Senior officials should not get a pay rise above the 4.5-5% on offer for rank-and-file civil servants, the Cabinet Office has said.
This year’s civil service pay remit remit guidance set a pay award of 4.5% for non-senior civil servants, rising to 5% for the lowest grades.
The headline figure for the SCS “should be no higher, on average, than that for delegated grades through the annual pay remit guidance”, the Cabinet Office said in its 2022-24 evidence to the Senior Salaries Review Body.
The department has suggested that the SSRB should recommend a consolidated basic pay increase for all senior civil servants; increase pay band minimas for all SCS grades; and for departments to be given room to award additional consolidated increases to individuals, distributed based on "demonstration of increased capability and deepened expertise".
Unlike the last two years, this year the Cabinet Office is recommending a £2,000 increase to all SCS pay bands. In each of the last two years, the SCS3 pay band minima went up by £5,000.
Officials in delegated grades have also now been offered a £1,500 cost-of-living payment, following negotiations with unions and months of strikes over pay. The Cabinet Office did not mention in the evidence whether a similar non-consolidated payment should be awarded to senior officials.
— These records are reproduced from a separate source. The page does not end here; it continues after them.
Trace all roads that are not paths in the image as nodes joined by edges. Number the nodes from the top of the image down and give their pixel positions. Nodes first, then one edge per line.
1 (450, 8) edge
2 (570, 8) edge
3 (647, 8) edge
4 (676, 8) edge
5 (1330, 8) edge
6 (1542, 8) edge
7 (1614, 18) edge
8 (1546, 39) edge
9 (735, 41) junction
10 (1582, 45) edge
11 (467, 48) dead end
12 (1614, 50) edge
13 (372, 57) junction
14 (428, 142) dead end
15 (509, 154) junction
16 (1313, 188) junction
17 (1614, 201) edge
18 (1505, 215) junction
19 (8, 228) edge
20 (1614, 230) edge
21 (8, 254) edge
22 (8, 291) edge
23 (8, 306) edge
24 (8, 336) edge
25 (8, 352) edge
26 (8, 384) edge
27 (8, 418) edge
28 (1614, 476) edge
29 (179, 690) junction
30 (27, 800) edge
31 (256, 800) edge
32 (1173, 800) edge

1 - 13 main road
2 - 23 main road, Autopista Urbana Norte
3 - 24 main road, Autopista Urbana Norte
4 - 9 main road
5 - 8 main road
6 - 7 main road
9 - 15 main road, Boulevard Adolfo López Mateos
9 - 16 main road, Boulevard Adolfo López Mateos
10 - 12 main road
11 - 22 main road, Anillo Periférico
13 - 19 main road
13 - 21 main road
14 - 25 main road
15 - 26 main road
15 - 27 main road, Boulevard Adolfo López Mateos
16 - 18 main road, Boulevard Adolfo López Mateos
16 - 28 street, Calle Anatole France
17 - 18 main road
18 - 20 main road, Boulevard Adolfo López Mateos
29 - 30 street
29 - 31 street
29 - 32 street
The Cabinet Office said in its evidence: “In past years, the SSRB has recommended a general pay uplift applied to all members of the SCS (unless they are underperforming) as a significant part of the pay award. In the current economic context, we agree that this is an important element of the SCS pay award.
“However, we believe that for 2023-24 there is again an opportunity to apply the pay award in a way that provides a meaningful general uplift for all eligible SCS while also addressing some of the most pressing issues within the SCS reward framework. These include increasing the band minima for all SCS grades and targeting movement for individuals lower down the pay range, who are demonstrating higher capability and deepened expertise.
“We are therefore recommending a similar approach to recent years (with the exception of the public sector pay pause year in 2020-21).”
The SSRB will consider the Cabinet Office’s evidence and then make recommendations to government on SCS pay, with ministers having the final say.
Last year, ministers rejected the body's recommendation for a 3% across-the-board increase for all senior officials, plus a further 0.5% to address pay anomalies and increase pay band minimums.
Instead, the government went with a 2% pay rise, with 1% on top for anomalies and minimas.